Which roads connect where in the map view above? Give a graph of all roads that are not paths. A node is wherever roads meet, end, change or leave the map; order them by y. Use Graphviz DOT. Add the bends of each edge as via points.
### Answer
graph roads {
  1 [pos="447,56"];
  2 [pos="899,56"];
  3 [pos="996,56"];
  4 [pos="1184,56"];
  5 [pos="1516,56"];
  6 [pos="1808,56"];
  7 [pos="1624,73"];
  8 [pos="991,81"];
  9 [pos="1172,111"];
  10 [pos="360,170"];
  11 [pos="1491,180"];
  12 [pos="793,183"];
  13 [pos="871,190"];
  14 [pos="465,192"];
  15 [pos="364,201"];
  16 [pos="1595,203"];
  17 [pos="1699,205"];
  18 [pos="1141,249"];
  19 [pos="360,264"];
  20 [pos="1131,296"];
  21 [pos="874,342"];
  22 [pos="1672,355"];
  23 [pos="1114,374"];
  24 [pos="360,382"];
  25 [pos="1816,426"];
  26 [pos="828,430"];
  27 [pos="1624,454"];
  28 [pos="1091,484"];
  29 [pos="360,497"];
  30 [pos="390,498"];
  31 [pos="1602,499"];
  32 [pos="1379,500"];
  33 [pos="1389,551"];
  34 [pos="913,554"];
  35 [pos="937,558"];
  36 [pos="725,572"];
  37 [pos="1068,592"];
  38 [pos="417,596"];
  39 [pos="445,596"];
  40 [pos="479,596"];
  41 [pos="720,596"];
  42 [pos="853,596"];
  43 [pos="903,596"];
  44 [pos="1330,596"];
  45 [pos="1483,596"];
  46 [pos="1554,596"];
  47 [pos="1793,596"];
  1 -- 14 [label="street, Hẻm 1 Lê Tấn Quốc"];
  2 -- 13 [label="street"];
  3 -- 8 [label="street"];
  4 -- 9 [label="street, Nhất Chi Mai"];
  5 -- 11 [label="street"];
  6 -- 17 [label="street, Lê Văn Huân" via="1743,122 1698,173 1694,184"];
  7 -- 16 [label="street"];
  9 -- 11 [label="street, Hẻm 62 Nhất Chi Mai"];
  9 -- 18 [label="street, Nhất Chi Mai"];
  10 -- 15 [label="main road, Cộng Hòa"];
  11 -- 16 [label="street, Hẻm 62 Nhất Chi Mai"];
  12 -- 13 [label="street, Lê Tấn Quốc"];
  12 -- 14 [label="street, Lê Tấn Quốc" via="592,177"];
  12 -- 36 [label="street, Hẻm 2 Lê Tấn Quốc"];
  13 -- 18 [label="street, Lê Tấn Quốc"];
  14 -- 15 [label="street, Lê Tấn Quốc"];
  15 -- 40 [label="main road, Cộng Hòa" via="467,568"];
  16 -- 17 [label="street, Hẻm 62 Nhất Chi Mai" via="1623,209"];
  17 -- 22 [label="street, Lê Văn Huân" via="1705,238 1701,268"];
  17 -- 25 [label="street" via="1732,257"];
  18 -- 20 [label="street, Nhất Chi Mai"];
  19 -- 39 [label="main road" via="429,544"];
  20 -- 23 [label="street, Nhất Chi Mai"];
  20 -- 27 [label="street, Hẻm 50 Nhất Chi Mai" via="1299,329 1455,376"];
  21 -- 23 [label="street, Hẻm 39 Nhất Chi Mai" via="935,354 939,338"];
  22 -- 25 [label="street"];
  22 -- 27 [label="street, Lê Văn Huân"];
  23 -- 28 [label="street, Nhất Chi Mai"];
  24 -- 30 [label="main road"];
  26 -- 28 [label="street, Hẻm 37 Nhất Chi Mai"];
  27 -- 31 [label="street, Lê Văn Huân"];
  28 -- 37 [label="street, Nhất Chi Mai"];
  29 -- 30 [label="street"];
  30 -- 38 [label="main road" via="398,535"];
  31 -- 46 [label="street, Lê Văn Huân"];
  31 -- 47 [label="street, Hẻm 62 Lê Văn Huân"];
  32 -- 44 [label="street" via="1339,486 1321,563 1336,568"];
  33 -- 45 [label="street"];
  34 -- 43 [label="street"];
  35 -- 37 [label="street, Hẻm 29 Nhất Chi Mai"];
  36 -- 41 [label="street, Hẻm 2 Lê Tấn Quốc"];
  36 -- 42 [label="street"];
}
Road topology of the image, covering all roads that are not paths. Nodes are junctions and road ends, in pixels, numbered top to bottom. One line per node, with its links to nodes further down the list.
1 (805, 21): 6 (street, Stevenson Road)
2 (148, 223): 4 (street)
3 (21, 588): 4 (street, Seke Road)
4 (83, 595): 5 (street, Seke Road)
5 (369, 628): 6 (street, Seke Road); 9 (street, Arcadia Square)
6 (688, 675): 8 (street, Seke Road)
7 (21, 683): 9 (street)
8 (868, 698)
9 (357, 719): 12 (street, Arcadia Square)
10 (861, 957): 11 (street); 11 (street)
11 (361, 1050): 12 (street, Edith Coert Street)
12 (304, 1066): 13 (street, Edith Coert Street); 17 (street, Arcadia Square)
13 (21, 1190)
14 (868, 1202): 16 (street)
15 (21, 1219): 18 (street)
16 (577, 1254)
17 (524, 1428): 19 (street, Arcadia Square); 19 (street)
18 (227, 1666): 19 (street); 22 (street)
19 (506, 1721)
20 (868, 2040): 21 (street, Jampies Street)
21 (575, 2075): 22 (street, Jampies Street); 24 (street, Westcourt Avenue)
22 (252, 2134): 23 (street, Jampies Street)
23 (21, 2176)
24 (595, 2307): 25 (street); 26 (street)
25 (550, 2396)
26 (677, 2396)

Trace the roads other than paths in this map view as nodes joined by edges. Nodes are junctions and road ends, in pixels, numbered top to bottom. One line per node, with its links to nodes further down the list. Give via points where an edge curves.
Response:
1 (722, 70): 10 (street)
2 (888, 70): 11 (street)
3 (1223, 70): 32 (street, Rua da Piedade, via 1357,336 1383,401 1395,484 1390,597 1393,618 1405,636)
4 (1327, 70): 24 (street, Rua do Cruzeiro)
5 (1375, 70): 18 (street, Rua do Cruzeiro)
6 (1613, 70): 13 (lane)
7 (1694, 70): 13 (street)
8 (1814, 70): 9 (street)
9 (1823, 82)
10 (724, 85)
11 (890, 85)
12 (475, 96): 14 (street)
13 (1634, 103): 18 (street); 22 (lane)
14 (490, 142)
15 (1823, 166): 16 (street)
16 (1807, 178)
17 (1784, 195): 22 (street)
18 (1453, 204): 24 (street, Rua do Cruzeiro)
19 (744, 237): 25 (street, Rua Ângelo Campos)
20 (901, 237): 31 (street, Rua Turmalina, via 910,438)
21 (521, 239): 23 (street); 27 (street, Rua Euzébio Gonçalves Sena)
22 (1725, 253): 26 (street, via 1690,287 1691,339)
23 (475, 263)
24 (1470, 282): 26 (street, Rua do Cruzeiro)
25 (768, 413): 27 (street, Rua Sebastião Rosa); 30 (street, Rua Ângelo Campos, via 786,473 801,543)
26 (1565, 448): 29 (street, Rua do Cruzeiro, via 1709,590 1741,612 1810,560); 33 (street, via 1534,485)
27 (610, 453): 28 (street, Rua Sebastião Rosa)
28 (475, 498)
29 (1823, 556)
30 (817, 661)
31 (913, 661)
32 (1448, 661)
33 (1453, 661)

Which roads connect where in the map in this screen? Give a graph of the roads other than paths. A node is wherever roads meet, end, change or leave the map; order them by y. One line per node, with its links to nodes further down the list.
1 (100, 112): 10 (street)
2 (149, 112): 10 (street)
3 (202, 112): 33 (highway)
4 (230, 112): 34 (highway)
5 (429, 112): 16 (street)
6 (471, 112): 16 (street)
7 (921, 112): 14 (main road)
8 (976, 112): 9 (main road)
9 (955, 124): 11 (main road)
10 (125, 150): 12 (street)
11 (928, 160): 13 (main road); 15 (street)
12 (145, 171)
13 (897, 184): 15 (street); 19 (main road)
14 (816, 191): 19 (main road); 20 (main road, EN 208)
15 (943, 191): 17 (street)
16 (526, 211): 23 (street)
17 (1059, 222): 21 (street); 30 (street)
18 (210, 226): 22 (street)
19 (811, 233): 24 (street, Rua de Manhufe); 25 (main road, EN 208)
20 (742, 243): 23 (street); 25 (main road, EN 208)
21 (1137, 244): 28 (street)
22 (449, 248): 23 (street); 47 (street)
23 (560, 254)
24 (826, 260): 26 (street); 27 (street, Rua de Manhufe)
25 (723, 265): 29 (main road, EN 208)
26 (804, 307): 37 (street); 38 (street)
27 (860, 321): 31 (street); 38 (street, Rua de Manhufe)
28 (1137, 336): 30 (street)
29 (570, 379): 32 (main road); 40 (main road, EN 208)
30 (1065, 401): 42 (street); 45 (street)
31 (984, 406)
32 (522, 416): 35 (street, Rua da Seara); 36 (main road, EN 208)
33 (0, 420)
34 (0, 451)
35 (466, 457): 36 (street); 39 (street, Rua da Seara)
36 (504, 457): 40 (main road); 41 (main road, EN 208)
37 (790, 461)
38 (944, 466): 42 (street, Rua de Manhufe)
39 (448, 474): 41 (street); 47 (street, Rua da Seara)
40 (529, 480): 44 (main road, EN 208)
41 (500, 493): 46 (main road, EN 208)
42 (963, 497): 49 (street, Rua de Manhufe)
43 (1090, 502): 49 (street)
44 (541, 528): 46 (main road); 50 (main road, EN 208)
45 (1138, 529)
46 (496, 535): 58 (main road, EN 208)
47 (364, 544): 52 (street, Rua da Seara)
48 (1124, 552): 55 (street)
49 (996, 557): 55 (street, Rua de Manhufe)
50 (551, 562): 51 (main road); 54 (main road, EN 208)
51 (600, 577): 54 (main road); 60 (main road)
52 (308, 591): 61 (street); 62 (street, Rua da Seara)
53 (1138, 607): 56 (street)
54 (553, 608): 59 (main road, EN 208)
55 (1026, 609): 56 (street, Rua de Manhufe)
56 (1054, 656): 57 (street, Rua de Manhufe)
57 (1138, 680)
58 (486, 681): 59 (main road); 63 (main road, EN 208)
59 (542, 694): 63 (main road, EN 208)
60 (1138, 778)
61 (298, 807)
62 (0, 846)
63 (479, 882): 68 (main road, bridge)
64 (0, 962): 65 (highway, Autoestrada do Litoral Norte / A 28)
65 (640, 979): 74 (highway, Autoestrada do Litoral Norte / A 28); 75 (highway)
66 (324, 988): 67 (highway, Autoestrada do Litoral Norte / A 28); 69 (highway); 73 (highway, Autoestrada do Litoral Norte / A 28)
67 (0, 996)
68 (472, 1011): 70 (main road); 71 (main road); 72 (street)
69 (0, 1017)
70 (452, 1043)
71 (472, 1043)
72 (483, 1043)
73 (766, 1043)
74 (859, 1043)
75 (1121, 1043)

** Instructions to follow **
Copy the records above exactly, beginning at the line that contains "Road topology of" and stopping after the line that contains "Trace the roads".

** Output for this task **
Road topology of the image, covering all roads that are not paths. Nodes are junctions and road ends, in pixels, numbered top to bottom. One line per node, with its links to nodes further down the list.
1 (805, 21): 6 (street, Stevenson Road)
2 (148, 223): 4 (street)
3 (21, 588): 4 (street, Seke Road)
4 (83, 595): 5 (street, Seke Road)
5 (369, 628): 6 (street, Seke Road); 9 (street, Arcadia Square)
6 (688, 675): 8 (street, Seke Road)
7 (21, 683): 9 (street)
8 (868, 698)
9 (357, 719): 12 (street, Arcadia Square)
10 (861, 957): 11 (street); 11 (street)
11 (361, 1050): 12 (street, Edith Coert Street)
12 (304, 1066): 13 (street, Edith Coert Street); 17 (street, Arcadia Square)
13 (21, 1190)
14 (868, 1202): 16 (street)
15 (21, 1219): 18 (street)
16 (577, 1254)
17 (524, 1428): 19 (street, Arcadia Square); 19 (street)
18 (227, 1666): 19 (street); 22 (street)
19 (506, 1721)
20 (868, 2040): 21 (street, Jampies Street)
21 (575, 2075): 22 (street, Jampies Street); 24 (street, Westcourt Avenue)
22 (252, 2134): 23 (street, Jampies Street)
23 (21, 2176)
24 (595, 2307): 25 (street); 26 (street)
25 (550, 2396)
26 (677, 2396)

Trace the roads other than paths in this map view as nodes joined by edges. Nodes are junctions and road ends, in pixels, numbered top to bottom. One line per node, with its links to nodes further down the list. Give via points where an edge curves.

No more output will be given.